Court's Interpretation and Reasoning: The respondent argued that the petitioner should have availed the alternative remedy of appeal under section 35B and that the writ petition should not be entertained. The Court observed that the petitioner challenged the impugned order on grounds of violation of judicial discipline and binding precedent, which are issues of legal propriety and correctness. The Court found that the petitioner was justified in approaching the High Court under writ jurisdiction as the impugned order was contrary to settled legal principles and binding precedent.

Application of Law to Facts: The Court exercised its extraordinary jurisdiction under Articles 226 and 227 of the Constitution to quash the impugned order and restore the refund orders granted earlier.

Treatment of Competing Arguments: The Court noted that the respondent did not demonstrate that the petitioner's challenge fell outside the recognized exceptions to alternative remedy rule. Hence, the writ petition was maintainable.

Conclusion: The Court entertained the writ petition and set aside the impugned order, restoring the refund orders.

Significant Holdings

"It cannot be too vehemently emphasised that it is of utmost importance that, in disposing of the quasi-judicial issues before them, revenue officers are bound by the decisions of the appellate authorities; The order of the Appellate Collector is binding on the Assistant Collectors working within his jurisdiction and the order of the Tribunal is binding upon the Assistant Collectors and the Appellate Collectors who function under the jurisdiction of the Tribunal. The principles of judicial discipline require that the orders of the higher appellate authorities should be followed unreservedly by the subordinate authorities."

"The Commissioner (Appeals) being of coordinate rank could not have differed with his predecessor who had passed a final order in favour of the petitioner.

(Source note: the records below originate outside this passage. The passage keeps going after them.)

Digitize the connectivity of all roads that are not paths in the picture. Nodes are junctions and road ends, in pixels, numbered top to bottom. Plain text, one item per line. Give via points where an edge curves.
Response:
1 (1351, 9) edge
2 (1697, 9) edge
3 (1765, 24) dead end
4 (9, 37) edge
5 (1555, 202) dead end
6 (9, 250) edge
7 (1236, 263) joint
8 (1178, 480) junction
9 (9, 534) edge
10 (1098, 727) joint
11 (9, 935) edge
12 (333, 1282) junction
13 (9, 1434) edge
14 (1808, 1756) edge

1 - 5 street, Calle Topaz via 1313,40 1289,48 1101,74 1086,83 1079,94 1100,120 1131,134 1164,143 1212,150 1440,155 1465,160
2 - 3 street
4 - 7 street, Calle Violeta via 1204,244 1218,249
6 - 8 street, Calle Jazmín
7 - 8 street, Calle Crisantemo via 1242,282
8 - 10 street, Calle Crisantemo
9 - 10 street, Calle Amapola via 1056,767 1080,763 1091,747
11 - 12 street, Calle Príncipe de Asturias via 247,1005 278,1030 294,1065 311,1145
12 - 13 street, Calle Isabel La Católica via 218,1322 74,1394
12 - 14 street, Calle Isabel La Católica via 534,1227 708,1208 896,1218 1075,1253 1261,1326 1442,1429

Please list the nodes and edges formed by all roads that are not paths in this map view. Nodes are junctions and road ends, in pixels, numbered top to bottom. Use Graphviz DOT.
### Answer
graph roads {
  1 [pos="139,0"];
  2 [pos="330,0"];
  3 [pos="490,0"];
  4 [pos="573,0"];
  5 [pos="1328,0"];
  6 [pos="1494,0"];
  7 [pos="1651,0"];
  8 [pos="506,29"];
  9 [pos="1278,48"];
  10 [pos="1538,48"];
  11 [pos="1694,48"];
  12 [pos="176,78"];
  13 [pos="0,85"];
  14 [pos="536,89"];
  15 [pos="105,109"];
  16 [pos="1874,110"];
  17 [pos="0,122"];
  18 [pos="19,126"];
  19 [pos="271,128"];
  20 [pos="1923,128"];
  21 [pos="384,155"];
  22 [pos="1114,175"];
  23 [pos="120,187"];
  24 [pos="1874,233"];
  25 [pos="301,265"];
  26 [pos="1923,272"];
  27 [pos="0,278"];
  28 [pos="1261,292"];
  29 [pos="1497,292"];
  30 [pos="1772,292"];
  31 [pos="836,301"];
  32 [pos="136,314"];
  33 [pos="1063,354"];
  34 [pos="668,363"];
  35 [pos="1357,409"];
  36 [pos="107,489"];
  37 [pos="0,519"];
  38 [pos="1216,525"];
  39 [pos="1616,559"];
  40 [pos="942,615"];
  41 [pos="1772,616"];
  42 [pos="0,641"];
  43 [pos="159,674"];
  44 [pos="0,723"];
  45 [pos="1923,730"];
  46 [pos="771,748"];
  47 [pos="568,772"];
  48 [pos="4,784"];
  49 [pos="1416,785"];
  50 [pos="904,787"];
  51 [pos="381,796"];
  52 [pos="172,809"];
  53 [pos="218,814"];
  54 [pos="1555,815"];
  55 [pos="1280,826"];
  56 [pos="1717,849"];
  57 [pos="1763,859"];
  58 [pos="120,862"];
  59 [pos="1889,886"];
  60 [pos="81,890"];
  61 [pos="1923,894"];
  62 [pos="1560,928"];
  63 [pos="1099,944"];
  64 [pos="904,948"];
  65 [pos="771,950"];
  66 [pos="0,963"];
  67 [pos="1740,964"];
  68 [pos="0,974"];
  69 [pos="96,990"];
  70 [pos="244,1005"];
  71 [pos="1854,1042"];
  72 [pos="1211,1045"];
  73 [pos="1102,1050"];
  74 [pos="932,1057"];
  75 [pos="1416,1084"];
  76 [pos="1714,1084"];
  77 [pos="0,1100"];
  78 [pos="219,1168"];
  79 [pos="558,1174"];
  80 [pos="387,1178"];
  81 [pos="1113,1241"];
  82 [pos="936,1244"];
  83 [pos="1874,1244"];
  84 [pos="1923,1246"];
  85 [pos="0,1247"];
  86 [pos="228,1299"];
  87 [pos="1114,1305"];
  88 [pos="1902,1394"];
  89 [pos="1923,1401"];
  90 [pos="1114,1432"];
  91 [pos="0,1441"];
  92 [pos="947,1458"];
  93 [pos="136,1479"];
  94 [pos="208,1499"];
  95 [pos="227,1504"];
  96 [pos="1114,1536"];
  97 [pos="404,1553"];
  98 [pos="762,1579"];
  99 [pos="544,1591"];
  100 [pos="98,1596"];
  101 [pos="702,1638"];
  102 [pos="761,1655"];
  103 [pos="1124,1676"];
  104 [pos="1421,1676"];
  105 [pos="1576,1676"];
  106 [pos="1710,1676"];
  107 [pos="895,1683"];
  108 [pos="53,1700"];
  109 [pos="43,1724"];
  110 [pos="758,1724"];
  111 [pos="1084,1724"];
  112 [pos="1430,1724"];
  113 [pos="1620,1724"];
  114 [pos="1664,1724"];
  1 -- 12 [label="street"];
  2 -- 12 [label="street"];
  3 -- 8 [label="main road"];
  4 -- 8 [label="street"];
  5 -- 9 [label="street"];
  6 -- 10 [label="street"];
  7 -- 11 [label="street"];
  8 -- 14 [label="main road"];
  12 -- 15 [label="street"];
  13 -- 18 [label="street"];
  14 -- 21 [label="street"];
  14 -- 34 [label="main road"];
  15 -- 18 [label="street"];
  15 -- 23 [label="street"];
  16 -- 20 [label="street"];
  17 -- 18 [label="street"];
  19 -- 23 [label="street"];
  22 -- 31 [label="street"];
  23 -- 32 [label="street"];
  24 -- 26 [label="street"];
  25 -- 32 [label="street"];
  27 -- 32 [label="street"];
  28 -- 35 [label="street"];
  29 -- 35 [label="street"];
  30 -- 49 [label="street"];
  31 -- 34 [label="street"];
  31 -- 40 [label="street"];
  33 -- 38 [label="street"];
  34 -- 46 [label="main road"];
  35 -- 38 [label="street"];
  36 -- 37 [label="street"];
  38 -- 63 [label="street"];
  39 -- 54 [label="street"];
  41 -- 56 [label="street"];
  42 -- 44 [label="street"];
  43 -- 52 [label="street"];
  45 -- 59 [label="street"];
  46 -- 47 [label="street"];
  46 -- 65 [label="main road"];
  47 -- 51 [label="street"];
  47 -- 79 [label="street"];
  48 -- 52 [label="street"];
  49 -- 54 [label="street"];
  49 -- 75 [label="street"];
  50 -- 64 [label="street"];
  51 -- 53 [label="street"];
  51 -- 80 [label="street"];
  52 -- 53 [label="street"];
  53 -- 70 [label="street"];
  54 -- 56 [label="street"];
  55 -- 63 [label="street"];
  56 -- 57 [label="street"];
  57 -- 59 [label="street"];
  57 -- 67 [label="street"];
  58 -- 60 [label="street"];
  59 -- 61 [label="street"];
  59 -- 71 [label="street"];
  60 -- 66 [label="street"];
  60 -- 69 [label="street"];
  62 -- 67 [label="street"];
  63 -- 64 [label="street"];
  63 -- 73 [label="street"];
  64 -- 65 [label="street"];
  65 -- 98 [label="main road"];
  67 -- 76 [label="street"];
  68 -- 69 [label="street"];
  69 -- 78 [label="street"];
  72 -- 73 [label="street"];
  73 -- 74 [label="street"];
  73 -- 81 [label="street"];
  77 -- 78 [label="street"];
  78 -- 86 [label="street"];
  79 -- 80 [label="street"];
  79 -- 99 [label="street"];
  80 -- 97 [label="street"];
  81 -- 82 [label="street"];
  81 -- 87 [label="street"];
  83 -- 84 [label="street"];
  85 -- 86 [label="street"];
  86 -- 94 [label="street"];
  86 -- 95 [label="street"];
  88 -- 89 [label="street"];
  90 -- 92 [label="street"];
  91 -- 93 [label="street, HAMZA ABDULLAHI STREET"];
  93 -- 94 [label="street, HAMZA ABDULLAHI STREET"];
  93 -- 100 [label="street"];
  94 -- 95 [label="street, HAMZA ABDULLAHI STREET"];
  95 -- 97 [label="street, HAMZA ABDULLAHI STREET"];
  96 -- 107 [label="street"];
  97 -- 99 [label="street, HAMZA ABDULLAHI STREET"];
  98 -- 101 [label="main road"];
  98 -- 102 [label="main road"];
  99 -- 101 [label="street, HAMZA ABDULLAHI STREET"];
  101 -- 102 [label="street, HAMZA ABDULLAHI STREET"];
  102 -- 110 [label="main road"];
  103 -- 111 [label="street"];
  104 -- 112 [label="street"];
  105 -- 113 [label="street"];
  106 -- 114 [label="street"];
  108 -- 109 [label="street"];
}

Such an opinion of the Commissioner (Appeals) is contrary to judicial discipline as any order passed by the same ranking officer is binding upon the successor when the said order has achieved finality."

"Where all the eligible products fall under one category under entry No.16 of the Table annexed to the Notification No.33/2008 and one single rate is specified for all the products under this category, the percentage of total duty paid should be based on total duty paid in PLA and CENVAT in respect of all the products covered under this category."

"The departmental appeal having been withdrawn on monetary grounds does not affect the finality of the earlier Commissioner (Appeals) order which is binding on the department and subordinate authorities."

"The writ jurisdiction of the High Court can be exercised where there is violation of judicial discipline and binding precedent by quasi-judicial authorities, even if alternative remedy is available."

Final Determinations on Each Issue

1. The Commissioner (Appeals) order dated 25.03.2009 in favor of the petitioner is final and binding on the department and all authorities of equal rank, including respondent no.2.

2. Refund computation must be done on the basis of total duty paid collectively from PLA and CENVAT credit for all products under Serial No.16 at the prescribed rate of 36% as per the notification and the 2009 order.

3. The respondent no.2 Commissioner (Appeals) was not entitled to differ with the coordinate authority's final order and set aside the refund orders granted to the petitioner.

4. The petitioner was justified in invoking writ jurisdiction to challenge the impugned order which violated binding precedent and judicial discipline.

5. The impugned order dated 18/19.5.2023 passed by respondent no.2 Commissioner (Appeals) is quashed and set aside, and the refund orders granted to the petitioner are restored.